- Mohan Karki, nepalesa nepali, foi deportado para o Bhutão em 13 de janeiro, após cerca de nove meses de detenção e batalha jurídica movida pela esposa e por advogados. Ele é apátrida.
- Basnet, esposa dele, e a filha de sete meses Briana acompanham a história de perto; ela relata ter ajudado na defesa jurídica enquanto cuida da família à distância.
- O caso faz parte de um padrão mais amplo, segundo defensores de direitos humanos, de deportações de refugiados para países com pouca ligação, levando a riscos de apatridia e de retorno a situações perigosas.
- OBhutan não reconhece cidadania para muitos refugiados nepaleses exilados, e não há acordo público de repatriação com os dois países, o que agrava a insegurança de quem é devolvido.
- Organizações e advogados questionam a prática e buscam entender entendimentos entre governos, destacando que a situação de apatridia é perigosa e pode deixar deportados sem proteção legal.
Mohan Karki, de 30 anos, foi deportado para o Bhutan em 13 de janeiro, após mais de nove meses de detenção e longas batalhas legais movidas pela esposa, Tika Basnet, e seus advogados. A família, que vive nos EUA, ficou sem contato direto com ele neste momento.
Basnet e a filha Briana, de sete meses, enfrentam a distância a quase 9000 milhas de onde Karki está. Ela descreve a situação como uma crise material, com a prática de remoção em países sem ligação próxima aos migrantes.
Karki é considerado apátrida, já que nasceu em um campo de refugiados no Nepal. Ainda que seus pais sejam nepaleses, retornar ao Bhutan o expõe a risco de perseguição e de não ter cidadania reconhecida.
A remoção de refugiados para terceiros países é tema de críticas entre organizações de direitos humanos.
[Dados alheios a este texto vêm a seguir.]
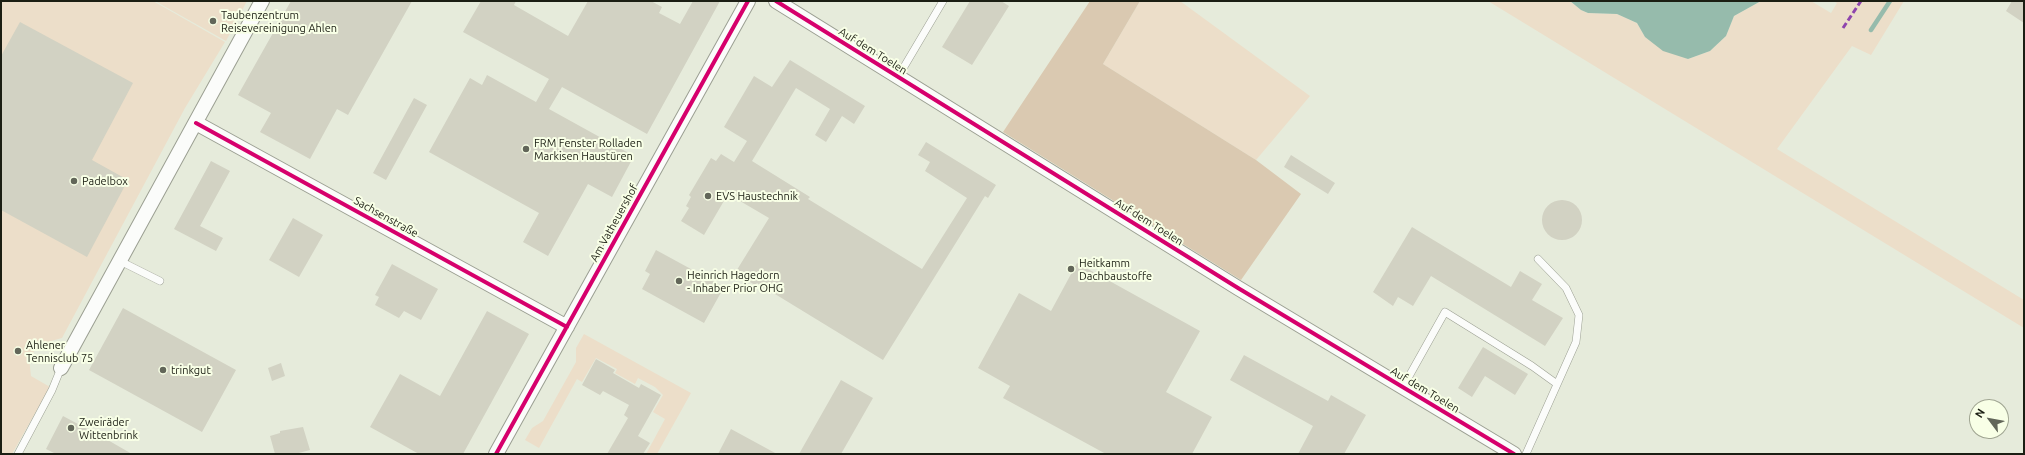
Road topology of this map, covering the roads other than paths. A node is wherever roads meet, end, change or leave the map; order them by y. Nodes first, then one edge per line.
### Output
1 (262, 1) edge
2 (748, 1) edge
3 (776, 1) edge
4 (942, 1) edge
5 (898, 76) junction
6 (196, 123) junction
7 (1538, 259) dead end
8 (120, 261) junction
9 (160, 281) dead end
10 (567, 327) junction
11 (61, 368) joint
12 (1557, 384) junction
13 (1403, 387) junction
14 (18, 454) edge
15 (496, 454) edge
16 (1514, 454) edge
17 (1526, 454) edge

1 - 6 street
2 - 10 street, Am Vatheuershof
3 - 5 street, Auf dem Toelen
4 - 5 lane
5 - 13 street, Auf dem Toelen
6 - 8 street
6 - 10 street, Sachsenstraße
7 - 12 lane
8 - 9 lane
8 - 11 street
10 - 15 street, Am Vatheuershof
11 - 14 lane
12 - 13 lane
12 - 17 lane
13 - 16 street, Auf dem Toelen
Defensores afirmam que o Bhutan não reconhece tais indivíduos como cidadãos, deixando-os sem proteção.
Especialistas ressaltam que o Bhutan tem histórico de não aceitar repatriação de refugiados nepaleses, o que agrava a incerteza legal e a vulnerabilidade desses deportados.
Contexto histórico
O caso se conecta a uma crise histórica que começou nos anos 1990, quando mais de 100 mil nepaleses de etnia nepalesa-boo teram forcadamente deixado o Bhutan. Muitos chegaram a abrigos no Nepal.
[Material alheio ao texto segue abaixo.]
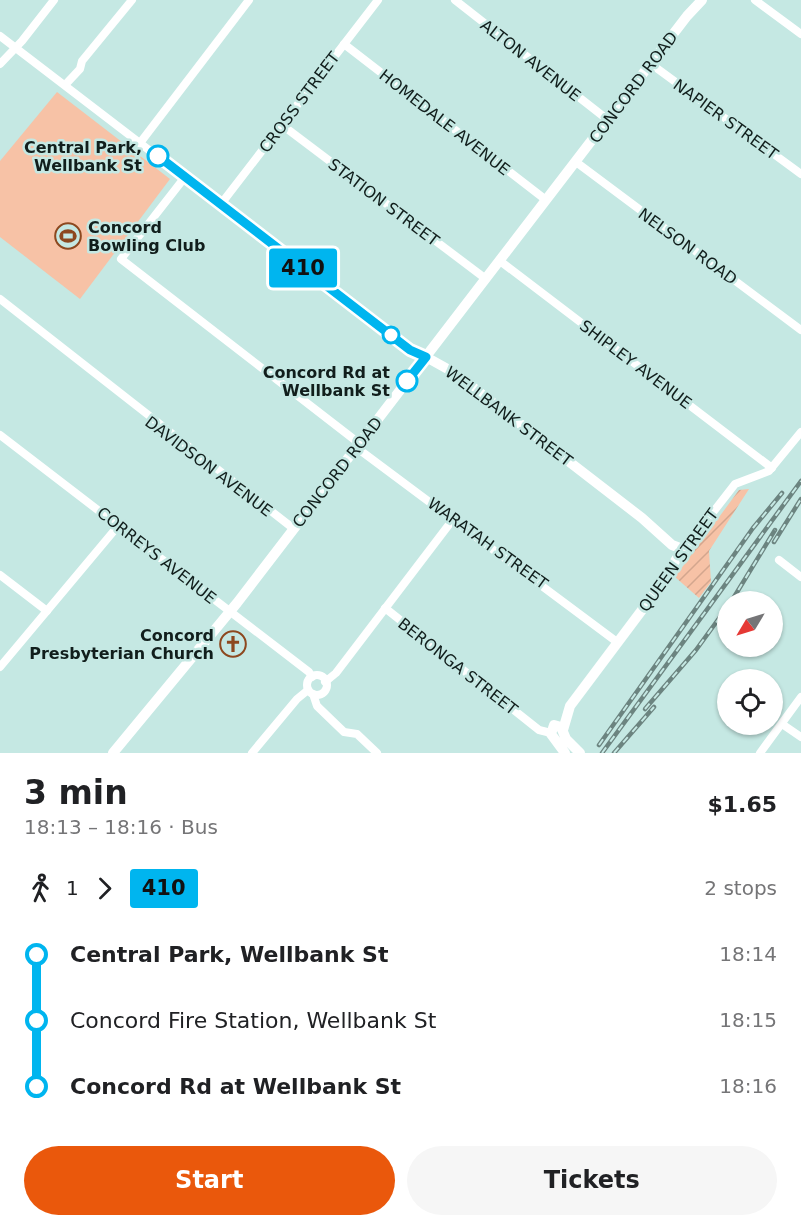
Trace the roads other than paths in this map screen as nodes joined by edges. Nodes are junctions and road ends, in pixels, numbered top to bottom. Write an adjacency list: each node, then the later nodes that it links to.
1 (54, 0): 13 (street)
2 (132, 0): 16 (street)
3 (249, 0): 19 (street)
4 (378, 0): 12 (street, CROSS STREET)
5 (455, 0): 17 (street, ALTON AVENUE)
6 (696, 0): 9 (main road, CONCORD ROAD)
7 (702, 0): 9 (main road, CONCORD ROAD)
8 (760, 2): 10 (street)
9 (687, 16): 15 (main road, CONCORD ROAD)
10 (801, 34)
11 (0, 36): 13 (street, WELLBANK STREET)
12 (344, 44): 18 (street, CROSS STREET); 23 (street, HOMEDALE AVENUE)
13 (17, 48): 14 (street); 16 (street, WELLBANK STREET)
14 (0, 64)
15 (651, 64): 17 (main road, CONCORD ROAD); 21 (street, NAPIER STREET)
16 (65, 85): 19 (street, WELLBANK STREET)
17 (608, 120): 20 (main road, CONCORD ROAD)
18 (282, 125): 24 (street, CROSS STREET); 26 (street, STATION STREET)
19 (140, 143): 22 (street, WELLBANK STREET)
20 (576, 162): 23 (main road, CONCORD ROAD); 29 (street, NELSON ROAD)
21 (801, 174)
22 (185, 177): 24 (street, WELLBANK STREET); 33 (street, WARATAH STREET)
23 (546, 200): 25 (main road, CONCORD ROAD)
24 (221, 204): 30 (street, WELLBANK STREET)
25 (500, 261): 26 (main road, CONCORD ROAD); 34 (street, SHIPLEY AVENUE)
26 (486, 279): 30 (main road, CONCORD ROAD)
27 (0, 299): 38 (street, DAVIDSON AVENUE)
28 (0, 306): 38 (street, DAVIDSON AVENUE)
29 (801, 330)
30 (426, 357): 33 (main road, CONCORD ROAD); 36 (main road, WELLBANK STREET)
31 (801, 432): 34 (street, QUEEN STREET)
32 (0, 435): 37 (street, CORREYS AVENUE)
33 (358, 446): 35 (street, WARATAH STREET); 38 (main road, CONCORD ROAD)
34 (772, 468): 40 (street, QUEEN STREET)
35 (454, 518): 45 (street); 48 (street, WARATAH STREET)
36 (642, 518): 39 (main road, WELLBANK STREET); 40 (main road, WELLBANK STREET)
37 (118, 526): 46 (street); 47 (street, CORREYS AVENUE)
38 (294, 529): 47 (main road, CONCORD ROAD)
39 (672, 545): 40 (main road, WELLBANK STREET); 41 (main road)
40 (686, 549): 41 (main road, QUEEN STREET)
41 (678, 560): 48 (main road, QUEEN STREET)
42 (779, 560): 44 (street)
43 (0, 575): 46 (street)
44 (801, 577)
45 (385, 608): 51 (street); 56 (street, BERONGA STREET)
46 (47, 611): 49 (street)
47 (230, 612): 50 (street, CORREYS AVENUE); 60 (main road, CONCORD ROAD)
48 (617, 642): 56 (main road, QUEEN STREET)
49 (0, 667)
50 (312, 677): 51 (street); 52 (street)
51 (326, 682): 52 (street)
52 (311, 692): 61 (street); 62 (street)
53 (801, 697): 54 (street)
54 (783, 723)
55 (783, 725): 58 (street)
56 (555, 729): 59 (main road); 63 (main road)
57 (774, 735): 64 (street)
58 (801, 737)
59 (581, 752)
60 (113, 753)
61 (252, 753)
62 (377, 753)
63 (565, 753)
64 (760, 753)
A política de reassentamento dos EUA, iniciada em 2008, levou milhares de refugiados nepaleses ao país. Karki viveu em geórgia e Basnet em Ohio antes de se unirem.
O casal se conheceu em 2021, manteve contato pela internet e se casou em 2023. A instabilidade migratória gerou dificuldades para conseguir emprego estável e regularizar documentação.
Desfecho recente
Em 2 de abril, durante um check-in com a ICE, Karki foi detido e encaminhado para a detenção. A família tenta recursos legais para interromper a deportação, sem sucesso até a confirmação do destino.
Ao chegar a Paro, no Bhutan, Karki recebeu orientações que o colocam entre a vida sem cidadania e a possibilidade de permanência precária. Organizações internacionais destacam a fragilidade de stateless individuals nessa situação.
Basnet continua lutando pela volta do marido, trabalhando para sustentar a filha e coordenando contatos com advogados e comunidades nepalesas. Ela afirma que a família não tem plano de desistir da busca por retorno seguro.
Perspectivas e defesa
Defensores observam que as políticas de remoção para terceiros países carecem de salvaguardas para pessoas sem cidadania. O caso indica necessidade de avaliação de acordos entre governos e de maior transparência sobre critérios das remoções.